Hindu Squats: Everything you need to know

LockerRoom Team
13 December 2022

Hindu squats, also known as "Baithak" or "Baithak Squats," are a traditional Indian exercise that has been used for centuries to build strength and endurance in the legs and lower body.

How to do Hindu Squats

The exercise is performed by standing with the feet shoulder-width apart and the hands resting on the hips or extended out in front of the body. The individual then performs a deep squat, lowering the body as far as possible while keeping the feet flat on the ground and the back straight. You can see the steps for performing Hindu Squats below.

  1. Stand with your feet shoulder-width apart, toes pointed slightly outward. Keep your chest lifted and your back straight.
  2. Lower your body into a squatting position by bending your knees and hips, as if you are sitting back into a chair. Keep your weight on your heels and your arms relaxed by your sides.
  3. As you squat down, raise your arms out in front of you at shoulder height, palms facing down.
  4. Push through your heels to stand back up, straightening your legs and hips. As you do so, lower your arms back to your sides.
  5. Repeat the movement for the desired number of repetitions.

Tips for performing Hindu squats:

  • Keep your movements slow and controlled, rather than bouncing or swinging your body.
  • Avoid letting your knees extend over your toes as you squat down.
  • Engage your core and maintain good posture throughout the exercise.
  • If you find the movement difficult, you can start by performing the exercise with your back against a wall to support your body weight.
  • Gradually increase the number of repetitions as you become stronger.

What are the benefits of Hindu Squats?

Hindu Squats have plenty of benefits. You can see some of them below.

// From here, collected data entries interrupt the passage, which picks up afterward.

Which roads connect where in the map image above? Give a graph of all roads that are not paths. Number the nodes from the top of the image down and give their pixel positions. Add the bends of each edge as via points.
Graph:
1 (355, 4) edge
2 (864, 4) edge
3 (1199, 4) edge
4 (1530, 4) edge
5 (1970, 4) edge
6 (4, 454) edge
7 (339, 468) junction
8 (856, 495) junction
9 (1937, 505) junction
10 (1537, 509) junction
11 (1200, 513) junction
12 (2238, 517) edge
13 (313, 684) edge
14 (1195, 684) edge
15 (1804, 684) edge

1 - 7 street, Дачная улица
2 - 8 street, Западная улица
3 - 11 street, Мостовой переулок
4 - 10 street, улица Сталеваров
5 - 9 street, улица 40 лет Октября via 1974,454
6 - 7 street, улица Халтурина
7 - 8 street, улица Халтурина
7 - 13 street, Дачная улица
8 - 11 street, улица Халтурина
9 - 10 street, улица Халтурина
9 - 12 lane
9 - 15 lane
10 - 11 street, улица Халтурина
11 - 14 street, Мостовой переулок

  • Strengthening the legs and glutes. Hindu squats target the muscles in the legs, including the quadriceps, hamstrings, and calves, as well as the gluteal muscles in the buttocks. Regularly performing Hindu squats can help to improve the strength and tone of these muscles.
  • Improving balance and stability. The squatting motion used in Hindu squats requires balance and stability in the legs and hips. This can help to improve overall balance and stability in the body.
  • Increasing cardiovascular endurance. Hindu squats are a form of high-intensity interval training (HIIT), which can help to improve cardiovascular endurance. By performing multiple repetitions of the exercise in quick succession, you can increase your heart rate and challenge your cardiovascular system.
  • Burning calories and aiding weight loss. Hindu squats are a form of aerobic exercise, which means they can help to burn calories and support weight loss efforts. In addition, the strength-building effects of the exercise can help to increase muscle mass, which can boost metabolism and support weight loss.
  • Improving flexibility and mobility. Squatting down and standing back up repeatedly can help to improve flexibility in the legs and hips. This can help to improve overall mobility and range of motion in the body.

Origins of Hindu Squats

The origins of Hindu squats can be traced back to ancient India, where they were commonly used by wrestlers and other athletes to prepare for competition. They were also used by warriors to build strength and endurance for battle, and by laborers to improve their stamina and physical endurance. Over time, the exercise became popular among the general population as a way to stay healthy and fit.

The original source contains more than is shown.